Goal of the exercise
Find and return every line of the data that contains the word "Paul".

Data in this exercise START

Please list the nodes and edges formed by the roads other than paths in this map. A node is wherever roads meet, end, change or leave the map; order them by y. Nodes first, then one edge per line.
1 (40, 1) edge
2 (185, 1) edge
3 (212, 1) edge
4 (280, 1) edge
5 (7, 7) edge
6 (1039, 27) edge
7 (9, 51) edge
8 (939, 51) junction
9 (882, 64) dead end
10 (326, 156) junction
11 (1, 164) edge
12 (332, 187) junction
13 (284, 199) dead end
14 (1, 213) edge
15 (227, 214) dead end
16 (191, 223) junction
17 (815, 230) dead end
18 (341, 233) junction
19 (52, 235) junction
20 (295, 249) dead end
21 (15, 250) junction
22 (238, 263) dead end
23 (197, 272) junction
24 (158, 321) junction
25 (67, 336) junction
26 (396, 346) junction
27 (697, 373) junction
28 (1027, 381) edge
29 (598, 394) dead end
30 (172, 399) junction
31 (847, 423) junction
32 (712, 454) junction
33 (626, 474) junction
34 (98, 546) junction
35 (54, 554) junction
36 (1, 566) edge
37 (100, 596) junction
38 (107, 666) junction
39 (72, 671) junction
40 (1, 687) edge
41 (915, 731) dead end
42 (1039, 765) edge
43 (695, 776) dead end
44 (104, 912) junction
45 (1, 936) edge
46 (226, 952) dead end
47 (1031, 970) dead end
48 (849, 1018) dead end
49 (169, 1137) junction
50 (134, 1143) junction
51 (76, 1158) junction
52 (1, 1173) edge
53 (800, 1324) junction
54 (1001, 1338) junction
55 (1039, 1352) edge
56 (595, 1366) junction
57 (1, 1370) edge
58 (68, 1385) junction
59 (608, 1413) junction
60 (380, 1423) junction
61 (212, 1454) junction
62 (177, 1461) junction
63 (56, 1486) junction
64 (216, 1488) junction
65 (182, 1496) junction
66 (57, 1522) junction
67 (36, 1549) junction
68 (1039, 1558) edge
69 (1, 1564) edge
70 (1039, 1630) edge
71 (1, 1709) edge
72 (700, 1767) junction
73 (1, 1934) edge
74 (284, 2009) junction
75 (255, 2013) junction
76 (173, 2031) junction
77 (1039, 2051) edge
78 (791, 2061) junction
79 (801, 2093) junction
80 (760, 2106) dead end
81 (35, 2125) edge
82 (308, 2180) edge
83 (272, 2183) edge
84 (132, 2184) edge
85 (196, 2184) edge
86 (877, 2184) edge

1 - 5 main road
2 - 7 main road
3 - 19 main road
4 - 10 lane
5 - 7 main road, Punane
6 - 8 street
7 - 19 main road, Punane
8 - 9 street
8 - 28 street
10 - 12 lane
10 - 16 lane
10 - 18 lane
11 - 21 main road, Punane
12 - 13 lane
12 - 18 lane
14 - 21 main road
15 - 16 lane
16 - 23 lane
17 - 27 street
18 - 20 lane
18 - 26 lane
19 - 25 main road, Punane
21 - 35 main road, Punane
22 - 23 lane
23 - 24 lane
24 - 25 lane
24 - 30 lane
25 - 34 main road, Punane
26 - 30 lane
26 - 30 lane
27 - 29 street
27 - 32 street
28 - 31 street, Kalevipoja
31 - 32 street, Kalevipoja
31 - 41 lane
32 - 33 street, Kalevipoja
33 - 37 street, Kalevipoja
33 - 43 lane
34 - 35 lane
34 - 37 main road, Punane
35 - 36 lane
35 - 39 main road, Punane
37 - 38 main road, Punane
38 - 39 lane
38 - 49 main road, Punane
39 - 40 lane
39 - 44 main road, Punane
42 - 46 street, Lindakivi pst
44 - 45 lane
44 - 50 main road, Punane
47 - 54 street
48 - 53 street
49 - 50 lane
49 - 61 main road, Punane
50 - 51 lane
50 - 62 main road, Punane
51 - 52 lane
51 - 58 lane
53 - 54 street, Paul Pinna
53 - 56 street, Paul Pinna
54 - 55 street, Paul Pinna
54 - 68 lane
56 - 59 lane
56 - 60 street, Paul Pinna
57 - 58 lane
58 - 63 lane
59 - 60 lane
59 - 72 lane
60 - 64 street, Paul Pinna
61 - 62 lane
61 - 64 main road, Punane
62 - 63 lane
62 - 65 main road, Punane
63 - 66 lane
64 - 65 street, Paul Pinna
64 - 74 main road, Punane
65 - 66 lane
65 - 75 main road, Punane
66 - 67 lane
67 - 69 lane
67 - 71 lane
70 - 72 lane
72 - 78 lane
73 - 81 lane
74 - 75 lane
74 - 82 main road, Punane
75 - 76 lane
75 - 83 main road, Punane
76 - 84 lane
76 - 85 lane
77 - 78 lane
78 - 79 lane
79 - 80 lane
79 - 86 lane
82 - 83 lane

Data in this exercise END

Output of the exercise
53 - 54 street, Paul Pinna
53 - 56 street, Paul Pinna
54 - 55 street, Paul Pinna
56 - 60 street, Paul Pinna
60 - 64 street, Paul Pinna
64 - 65 street, Paul Pinna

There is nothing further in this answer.